Task input section start

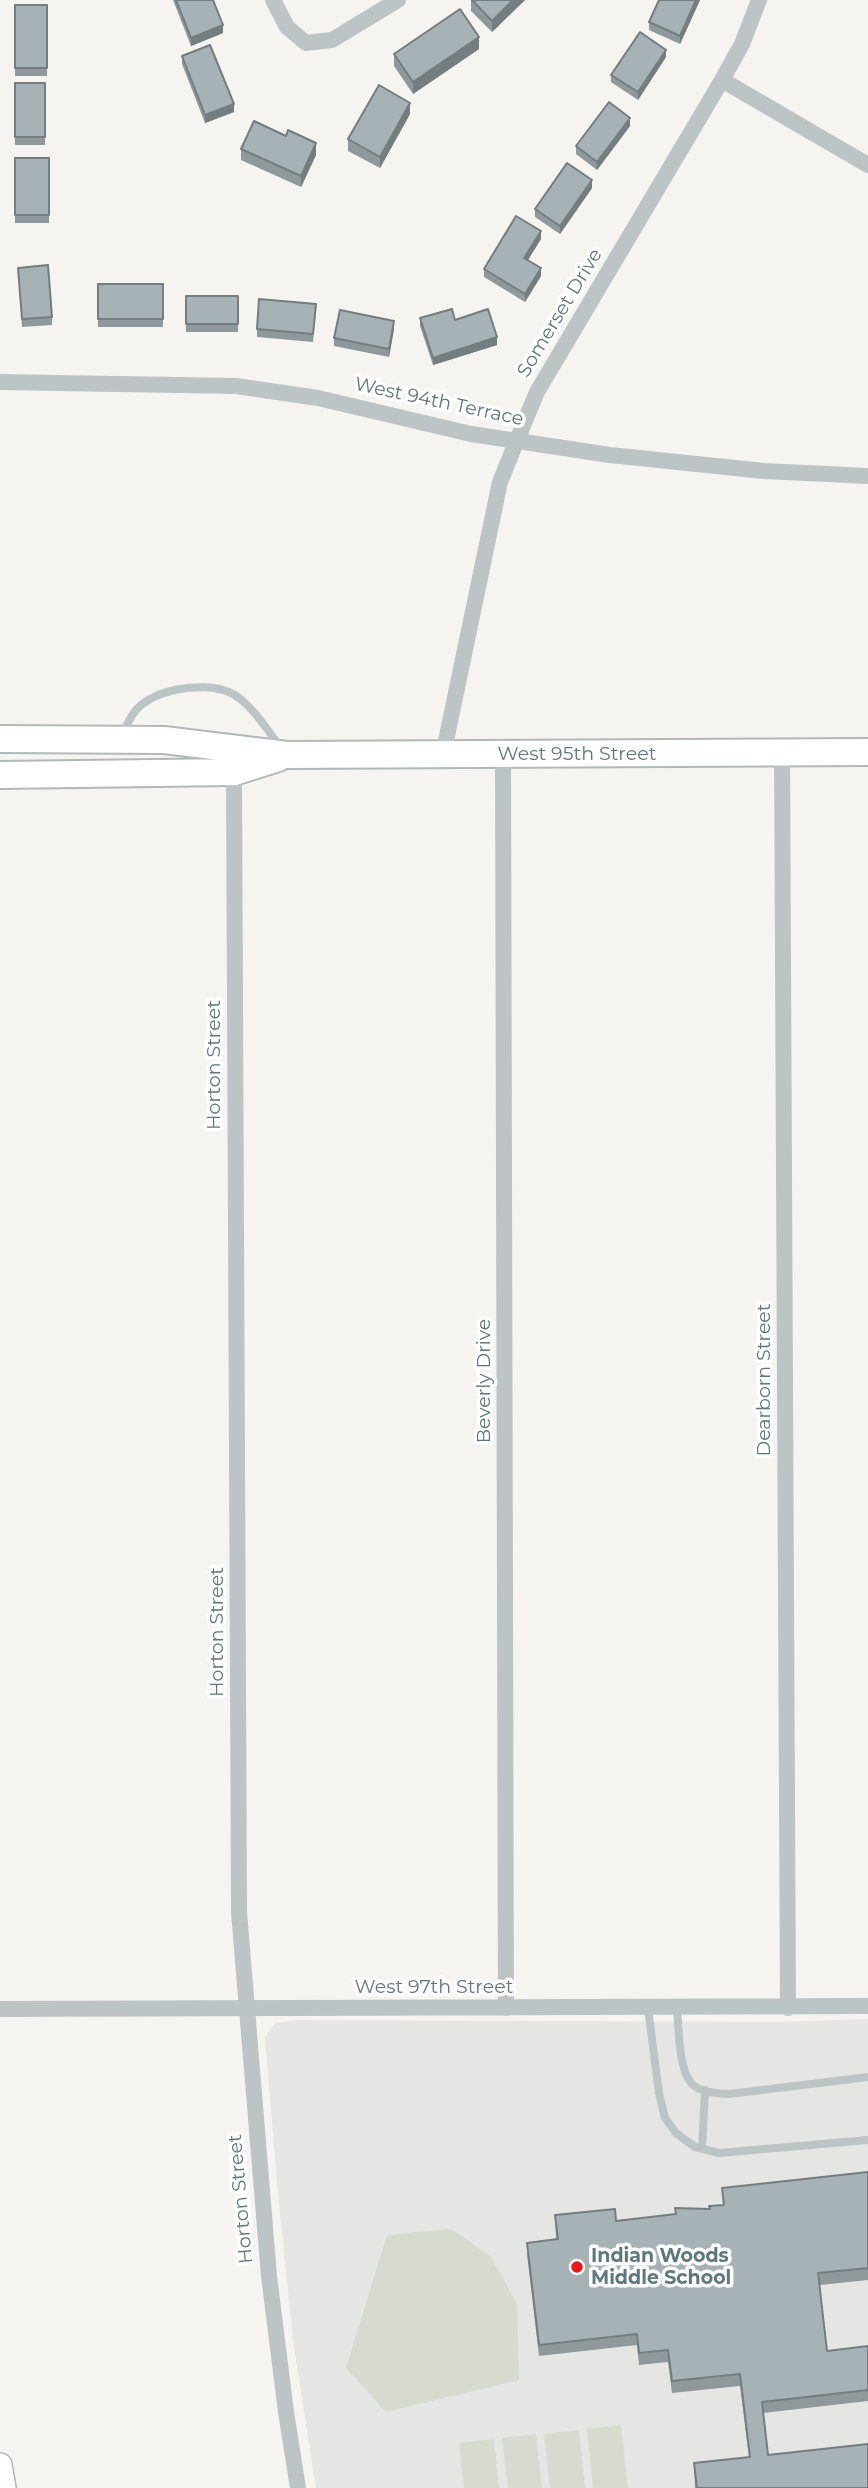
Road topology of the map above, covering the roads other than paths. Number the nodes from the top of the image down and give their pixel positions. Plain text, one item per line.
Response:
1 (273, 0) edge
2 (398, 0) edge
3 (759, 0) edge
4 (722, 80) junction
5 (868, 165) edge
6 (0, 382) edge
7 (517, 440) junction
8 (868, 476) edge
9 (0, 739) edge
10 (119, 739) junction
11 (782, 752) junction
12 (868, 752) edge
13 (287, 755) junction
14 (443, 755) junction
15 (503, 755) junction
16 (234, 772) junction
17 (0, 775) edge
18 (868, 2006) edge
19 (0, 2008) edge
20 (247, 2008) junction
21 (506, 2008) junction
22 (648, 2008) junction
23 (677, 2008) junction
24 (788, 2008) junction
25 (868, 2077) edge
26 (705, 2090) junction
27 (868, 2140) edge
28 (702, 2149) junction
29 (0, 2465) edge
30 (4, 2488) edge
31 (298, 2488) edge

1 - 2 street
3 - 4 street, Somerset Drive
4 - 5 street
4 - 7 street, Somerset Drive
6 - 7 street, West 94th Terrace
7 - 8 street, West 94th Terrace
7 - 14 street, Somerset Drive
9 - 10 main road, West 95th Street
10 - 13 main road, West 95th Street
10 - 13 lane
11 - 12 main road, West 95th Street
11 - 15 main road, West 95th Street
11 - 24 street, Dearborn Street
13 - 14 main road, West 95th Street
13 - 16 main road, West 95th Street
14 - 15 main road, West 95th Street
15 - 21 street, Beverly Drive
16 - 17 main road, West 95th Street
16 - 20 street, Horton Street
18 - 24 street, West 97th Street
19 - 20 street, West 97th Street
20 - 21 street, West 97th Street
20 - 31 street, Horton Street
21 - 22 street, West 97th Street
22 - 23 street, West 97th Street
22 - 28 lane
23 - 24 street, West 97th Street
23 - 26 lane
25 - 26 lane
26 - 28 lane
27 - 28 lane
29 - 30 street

Task input section end

--- Requirement ---
Your answer must be an exact copy of the records, with every picture left out.

--- Answer area ---
Road topology of the map above, covering the roads other than paths. Number the nodes from the top of the image down and give their pixel positions. Plain text, one item per line.
Response:
1 (273, 0) edge
2 (398, 0) edge
3 (759, 0) edge
4 (722, 80) junction
5 (868, 165) edge
6 (0, 382) edge
7 (517, 440) junction
8 (868, 476) edge
9 (0, 739) edge
10 (119, 739) junction
11 (782, 752) junction
12 (868, 752) edge
13 (287, 755) junction
14 (443, 755) junction
15 (503, 755) junction
16 (234, 772) junction
17 (0, 775) edge
18 (868, 2006) edge
19 (0, 2008) edge
20 (247, 2008) junction
21 (506, 2008) junction
22 (648, 2008) junction
23 (677, 2008) junction
24 (788, 2008) junction
25 (868, 2077) edge
26 (705, 2090) junction
27 (868, 2140) edge
28 (702, 2149) junction
29 (0, 2465) edge
30 (4, 2488) edge
31 (298, 2488) edge

1 - 2 street
3 - 4 street, Somerset Drive
4 - 5 street
4 - 7 street, Somerset Drive
6 - 7 street, West 94th Terrace
7 - 8 street, West 94th Terrace
7 - 14 street, Somerset Drive
9 - 10 main road, West 95th Street
10 - 13 main road, West 95th Street
10 - 13 lane
11 - 12 main road, West 95th Street
11 - 15 main road, West 95th Street
11 - 24 street, Dearborn Street
13 - 14 main road, West 95th Street
13 - 16 main road, West 95th Street
14 - 15 main road, West 95th Street
15 - 21 street, Beverly Drive
16 - 17 main road, West 95th Street
16 - 20 street, Horton Street
18 - 24 street, West 97th Street
19 - 20 street, West 97th Street
20 - 21 street, West 97th Street
20 - 31 street, Horton Street
21 - 22 street, West 97th Street
22 - 23 street, West 97th Street
22 - 28 lane
23 - 24 street, West 97th Street
23 - 26 lane
25 - 26 lane
26 - 28 lane
27 - 28 lane
29 - 30 street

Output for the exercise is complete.